In Bloom (reseña aquí) fue el primer filme georgiano que disfruté, pero desde entonces van unas cuantas. ¿Por qué, de pronto, el cine hecho en Georgia o por directores georgianos triunfa entre cierta cinefilia? ¿Es que antes no hacían buen cine y por arte de magia ahora sí? ¿Es solo una moda pasajera? ¿Es impulsada por los críticos más que por la calidad?
Son varias preguntas que no tienen una respuesta inamovible. También creo que tenemos que ir con cuidado. Desde cierta crítica cinematográfica, tanto profesional como de blogueros en pijama, somos muy rápidos para catalogar y ponernos la consiguiente medallita a la hora de descubrir antes que nadie las nuevas tendencias. Sí, a veces devoramos antes de reflexionar. A veces se ha vendido humo. A veces se ha sobredimensionado. A veces, simplemente por esa tendencia o filón que parecía marcar los tiempos, hemos bajado el listón. Ya pasó con el cine rumano, también llamado por algunos (no sin cierta ironía a veces), como “el nuevo, nuevo cine rumano”. Hubo mucha polémica a la hora de etiquetar ese “nuevo” o de considerar que fuera un movimiento cinematográfico a la altura del Free Cinema o incluso la Nouvelle Vague. Más de una distribuidora, oliendo billetes (y es legítimo, ojo, que son distribuidoras, no hermanitas de la caridad), se subió al tren. Al final han terminado por saturar el mercado trayendo cintas que no siempre están a la altura de unas palabras, “nuevo cine”, que acaban siendo simplemente otra etiqueta comercial más.
Pero el problema de como somos capaces de cargarnos “el nuevo cine de donde sea” a la altura de los grandes medios destruyendo y mercantilizando la palabra “grunge” o “indie” da para otro artículo. Y siempre ha sido así. ¿O ahora hemos olvidado esas tarjetas de crédito con referencias a los Sex pistols y su Anarchy in the U.K y los anuncios de coches con canciones de Bob Dylan? Pero centrémonos, que me pierdo.
Lo que voy a formular a partir de ahora es tanto una pequeña reflexión como una hipótesis, así que ojo, cualquiera que quiera rebatir será bienvenido.

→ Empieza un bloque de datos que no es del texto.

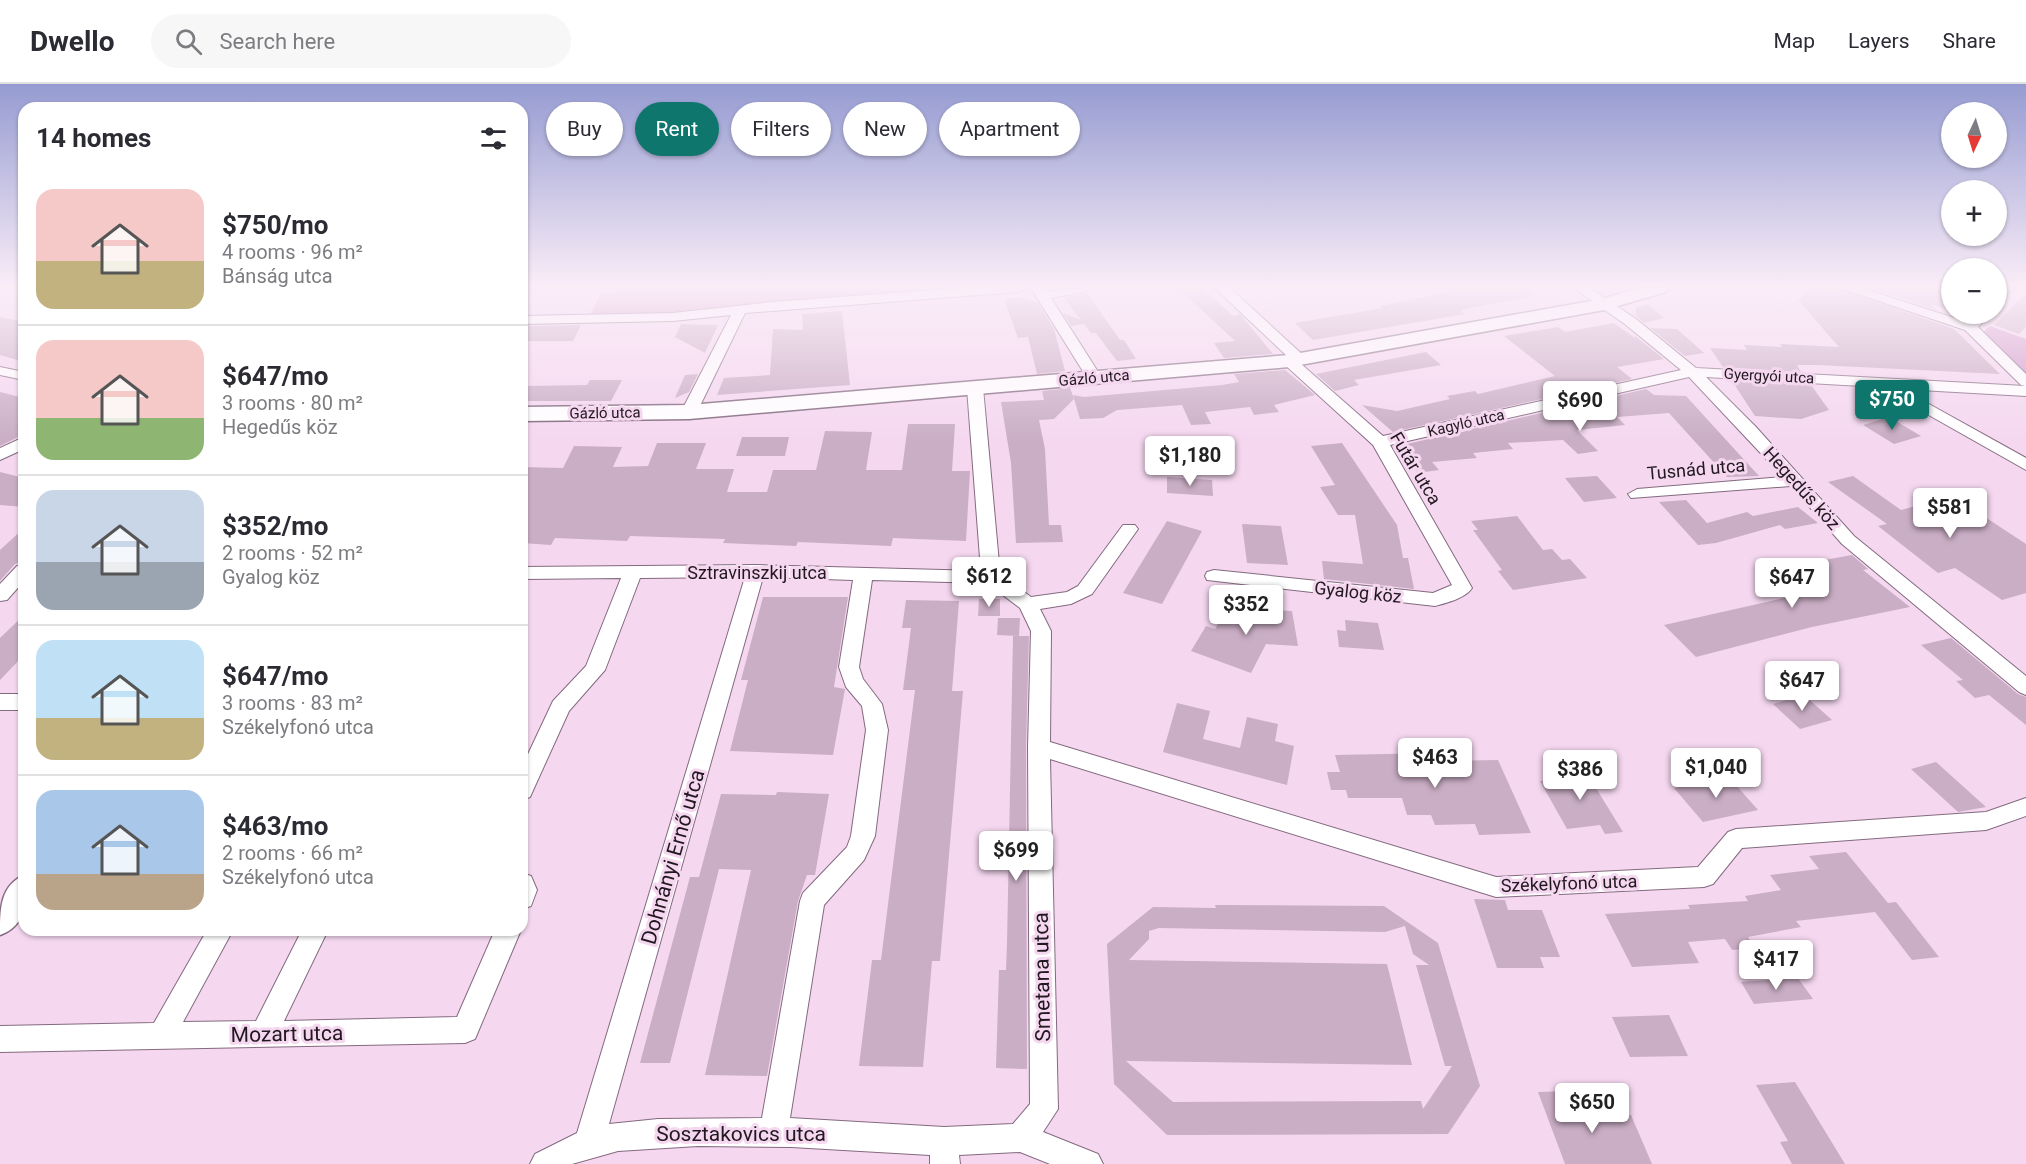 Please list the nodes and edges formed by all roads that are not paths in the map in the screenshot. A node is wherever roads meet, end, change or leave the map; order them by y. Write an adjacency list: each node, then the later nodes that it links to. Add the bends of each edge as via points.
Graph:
1 (726, 338): 16 (street)
2 (1070, 338): 11 (street)
3 (1272, 338): 7 (street, Futár utca)
4 (1414, 338): 7 (street, Gázló utca)
5 (1651, 338): 9 (street, Hegedűs köz)
6 (1982, 338): 13 (street)
7 (1294, 360): 11 (street, Gázló utca); 18 (street, Futár utca)
8 (0, 371): 10 (street)
9 (1692, 372): 12 (street, Gyergyói utca); 18 (street, Kagyló utca); 22 (street, Hegedűs köz)
10 (18, 375)
11 (1094, 378): 14 (street, Gázló utca)
12 (1881, 382): 15 (street, Gyergyói utca); 21 (street)
13 (2026, 382)
14 (975, 388): 16 (street, Gázló utca); 31 (street)
15 (2026, 391)
16 (689, 411): 17 (street, Gázló utca)
17 (528, 414)
18 (1380, 442): 32 (street, Futár utca)
19 (18, 445): 20 (street)
20 (0, 455)
21 (2026, 465)
22 (1795, 481): 23 (street, Tusnád utca); 35 (street, Hegedűs köz, via 1848,540)
23 (1637, 494)
24 (1129, 529): 34 (street, via 1084,590 1071,598)
25 (633, 571): 26 (street, Sztravinszkij utca); 28 (street, Sztravinszkij utca); 39 (street, via 595,670 560,707)
26 (756, 571): 27 (street, Sztravinszkij utca); 51 (street, Dohnányi Ernő utca)
27 (864, 572): 31 (street, Sztravinszkij utca); 49 (street, via 849,667 853,682 872,704 877,730 863,836 856,853 812,901)
28 (528, 573)
29 (18, 576): 33 (street)
30 (1214, 576): 32 (street, Gyalog köz, via 1435,600)
31 (991, 577): 34 (street, Smetana utca)
32 (1463, 588)
33 (0, 595)
34 (1028, 604): 38 (street, Smetana utca, via 1041,631)
35 (2026, 687)
36 (0, 702): 37 (street)
37 (18, 702)
38 (1039, 747): 40 (street, Székelyfonó utca, via 1496,887 1704,877 1736,839 1986,821); 50 (street, Smetana utca, via 1044,1109)
39 (528, 778)
40 (2026, 807)
41 (18, 898): 42 (street)
42 (0, 920)
43 (217, 936): 47 (street)
44 (312, 936): 46 (street)
45 (505, 936): 46 (street, Mozart utca, via 465,1030)
46 (264, 1035): 47 (street, Mozart utca)
47 (161, 1037): 48 (street, Mozart utca)
48 (0, 1039)
49 (774, 1130): 51 (street, Sosztakovics utca, via 626,1135); 52 (street, Sosztakovics utca)
50 (1020, 1138): 52 (street); 54 (street)
51 (589, 1142): 53 (street, Sosztakovics utca)
52 (945, 1152)
53 (545, 1164)
54 (1088, 1164)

El primer punto me parece el más coñazo y el que puede dar más quebraderos de cabeza, así que seré breve.
El cine georgiano actual no es un movimiento cinematográfico. Es un “filón”.
Creo que los “nuevos” cines actuales ni salen de la nada ni son en última instancia un movimiento cinematográfico. Niego por tanto (preparad las piedras, gente) que el nuevo cine rumano sea nuevo o un movimiento al que puedan englobarse miradas de cineastas tan diferentes, aunque compartan ciertos puntos en común.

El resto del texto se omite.